_ABOUT THIS TASK_
In how many lines of the data below does the word "ПЕСЧАНСКАЯ" appear? Reply with the number and nothing more.

Dataset entries:
┏━━

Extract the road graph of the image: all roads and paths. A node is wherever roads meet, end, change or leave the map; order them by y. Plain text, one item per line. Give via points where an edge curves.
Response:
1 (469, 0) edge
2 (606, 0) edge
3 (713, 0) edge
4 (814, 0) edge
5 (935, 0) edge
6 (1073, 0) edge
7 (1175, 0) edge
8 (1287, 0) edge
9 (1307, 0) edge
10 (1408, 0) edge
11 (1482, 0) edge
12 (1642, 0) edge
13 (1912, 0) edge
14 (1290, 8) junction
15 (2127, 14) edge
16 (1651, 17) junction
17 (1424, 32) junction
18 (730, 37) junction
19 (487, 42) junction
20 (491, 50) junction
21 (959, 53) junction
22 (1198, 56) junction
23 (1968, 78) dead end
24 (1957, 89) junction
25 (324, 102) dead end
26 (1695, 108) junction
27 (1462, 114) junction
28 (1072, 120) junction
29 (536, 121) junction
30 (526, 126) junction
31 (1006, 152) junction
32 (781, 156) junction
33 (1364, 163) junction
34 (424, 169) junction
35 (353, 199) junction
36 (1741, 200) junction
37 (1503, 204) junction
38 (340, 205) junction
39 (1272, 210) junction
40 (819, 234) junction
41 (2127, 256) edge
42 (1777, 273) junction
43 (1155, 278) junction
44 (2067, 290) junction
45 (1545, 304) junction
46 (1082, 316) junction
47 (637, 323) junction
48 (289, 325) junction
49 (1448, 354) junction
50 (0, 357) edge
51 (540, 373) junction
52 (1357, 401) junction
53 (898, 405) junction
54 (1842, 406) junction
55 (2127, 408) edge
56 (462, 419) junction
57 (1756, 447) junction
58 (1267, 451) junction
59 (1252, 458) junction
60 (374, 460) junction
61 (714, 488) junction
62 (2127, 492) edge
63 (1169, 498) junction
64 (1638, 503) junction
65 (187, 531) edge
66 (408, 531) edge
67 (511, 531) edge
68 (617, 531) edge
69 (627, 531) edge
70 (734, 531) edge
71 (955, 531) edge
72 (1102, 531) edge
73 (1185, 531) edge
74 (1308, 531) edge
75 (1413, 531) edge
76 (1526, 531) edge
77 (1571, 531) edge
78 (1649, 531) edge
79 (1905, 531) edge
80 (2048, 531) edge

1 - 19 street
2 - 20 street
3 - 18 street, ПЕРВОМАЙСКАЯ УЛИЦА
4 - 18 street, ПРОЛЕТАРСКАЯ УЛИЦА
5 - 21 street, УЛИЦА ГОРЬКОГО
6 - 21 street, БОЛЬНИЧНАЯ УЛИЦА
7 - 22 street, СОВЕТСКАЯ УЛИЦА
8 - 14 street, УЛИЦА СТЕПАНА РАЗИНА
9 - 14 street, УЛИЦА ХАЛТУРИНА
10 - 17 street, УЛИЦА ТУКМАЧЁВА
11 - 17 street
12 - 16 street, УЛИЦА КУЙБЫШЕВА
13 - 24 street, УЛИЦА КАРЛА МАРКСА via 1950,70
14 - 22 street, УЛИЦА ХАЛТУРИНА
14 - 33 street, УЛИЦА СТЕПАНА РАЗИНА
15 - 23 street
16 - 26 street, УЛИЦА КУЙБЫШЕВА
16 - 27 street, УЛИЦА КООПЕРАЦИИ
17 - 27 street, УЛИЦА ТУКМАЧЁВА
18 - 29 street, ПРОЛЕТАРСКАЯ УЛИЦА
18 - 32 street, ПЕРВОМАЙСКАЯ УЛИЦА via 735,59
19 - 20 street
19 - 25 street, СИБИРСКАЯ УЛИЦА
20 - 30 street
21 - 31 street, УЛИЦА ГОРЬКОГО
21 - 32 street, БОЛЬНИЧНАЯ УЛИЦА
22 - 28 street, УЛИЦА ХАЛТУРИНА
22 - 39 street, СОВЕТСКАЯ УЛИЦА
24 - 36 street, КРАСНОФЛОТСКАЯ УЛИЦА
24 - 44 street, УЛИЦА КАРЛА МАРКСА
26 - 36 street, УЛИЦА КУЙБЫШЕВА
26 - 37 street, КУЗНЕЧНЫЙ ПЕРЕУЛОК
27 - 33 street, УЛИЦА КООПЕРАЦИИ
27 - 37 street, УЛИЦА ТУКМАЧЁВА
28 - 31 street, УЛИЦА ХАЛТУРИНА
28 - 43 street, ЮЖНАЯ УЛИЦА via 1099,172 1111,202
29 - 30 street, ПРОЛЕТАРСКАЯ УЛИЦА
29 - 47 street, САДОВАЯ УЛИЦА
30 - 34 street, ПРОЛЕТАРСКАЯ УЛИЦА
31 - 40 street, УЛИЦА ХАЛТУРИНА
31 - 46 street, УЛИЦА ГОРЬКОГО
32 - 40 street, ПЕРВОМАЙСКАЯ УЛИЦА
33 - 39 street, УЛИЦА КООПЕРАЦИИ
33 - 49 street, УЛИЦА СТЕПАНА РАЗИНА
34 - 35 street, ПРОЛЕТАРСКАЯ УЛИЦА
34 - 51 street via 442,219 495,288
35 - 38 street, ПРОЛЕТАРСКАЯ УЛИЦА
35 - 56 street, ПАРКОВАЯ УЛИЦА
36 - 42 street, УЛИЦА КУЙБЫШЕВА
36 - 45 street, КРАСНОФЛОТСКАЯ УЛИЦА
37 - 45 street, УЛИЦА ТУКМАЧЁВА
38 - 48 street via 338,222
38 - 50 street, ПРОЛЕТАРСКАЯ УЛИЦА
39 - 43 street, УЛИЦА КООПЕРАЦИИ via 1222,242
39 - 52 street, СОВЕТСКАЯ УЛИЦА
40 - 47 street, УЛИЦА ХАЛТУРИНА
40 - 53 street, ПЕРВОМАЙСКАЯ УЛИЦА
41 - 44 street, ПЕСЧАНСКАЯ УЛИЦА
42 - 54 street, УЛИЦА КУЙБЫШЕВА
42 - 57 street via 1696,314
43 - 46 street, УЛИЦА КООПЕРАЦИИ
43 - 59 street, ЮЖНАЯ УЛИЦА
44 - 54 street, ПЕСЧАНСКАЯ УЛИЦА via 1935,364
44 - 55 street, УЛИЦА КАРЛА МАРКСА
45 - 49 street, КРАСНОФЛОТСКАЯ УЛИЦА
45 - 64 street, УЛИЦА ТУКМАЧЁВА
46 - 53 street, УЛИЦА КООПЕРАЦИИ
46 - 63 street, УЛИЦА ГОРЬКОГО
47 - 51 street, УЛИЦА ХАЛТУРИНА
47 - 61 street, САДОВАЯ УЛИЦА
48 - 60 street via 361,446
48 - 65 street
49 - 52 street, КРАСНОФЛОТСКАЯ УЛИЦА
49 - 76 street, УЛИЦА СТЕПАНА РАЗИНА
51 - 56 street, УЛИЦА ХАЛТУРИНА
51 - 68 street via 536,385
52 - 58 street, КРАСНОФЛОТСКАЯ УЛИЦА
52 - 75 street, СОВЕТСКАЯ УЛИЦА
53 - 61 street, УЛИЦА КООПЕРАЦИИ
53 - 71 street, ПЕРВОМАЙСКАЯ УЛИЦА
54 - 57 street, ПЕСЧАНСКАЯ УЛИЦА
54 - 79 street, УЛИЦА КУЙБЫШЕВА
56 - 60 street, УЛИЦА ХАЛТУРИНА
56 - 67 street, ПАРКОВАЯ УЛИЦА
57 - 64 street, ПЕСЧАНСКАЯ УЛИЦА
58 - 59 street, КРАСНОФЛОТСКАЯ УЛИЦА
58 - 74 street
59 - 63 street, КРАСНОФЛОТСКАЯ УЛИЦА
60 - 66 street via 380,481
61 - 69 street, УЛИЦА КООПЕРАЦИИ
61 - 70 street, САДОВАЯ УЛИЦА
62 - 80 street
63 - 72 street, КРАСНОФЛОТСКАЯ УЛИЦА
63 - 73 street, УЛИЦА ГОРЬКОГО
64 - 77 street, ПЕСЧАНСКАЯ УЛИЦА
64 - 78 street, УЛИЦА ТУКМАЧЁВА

┗━━

_SOLUTION FOR THIS PROBLEM_
5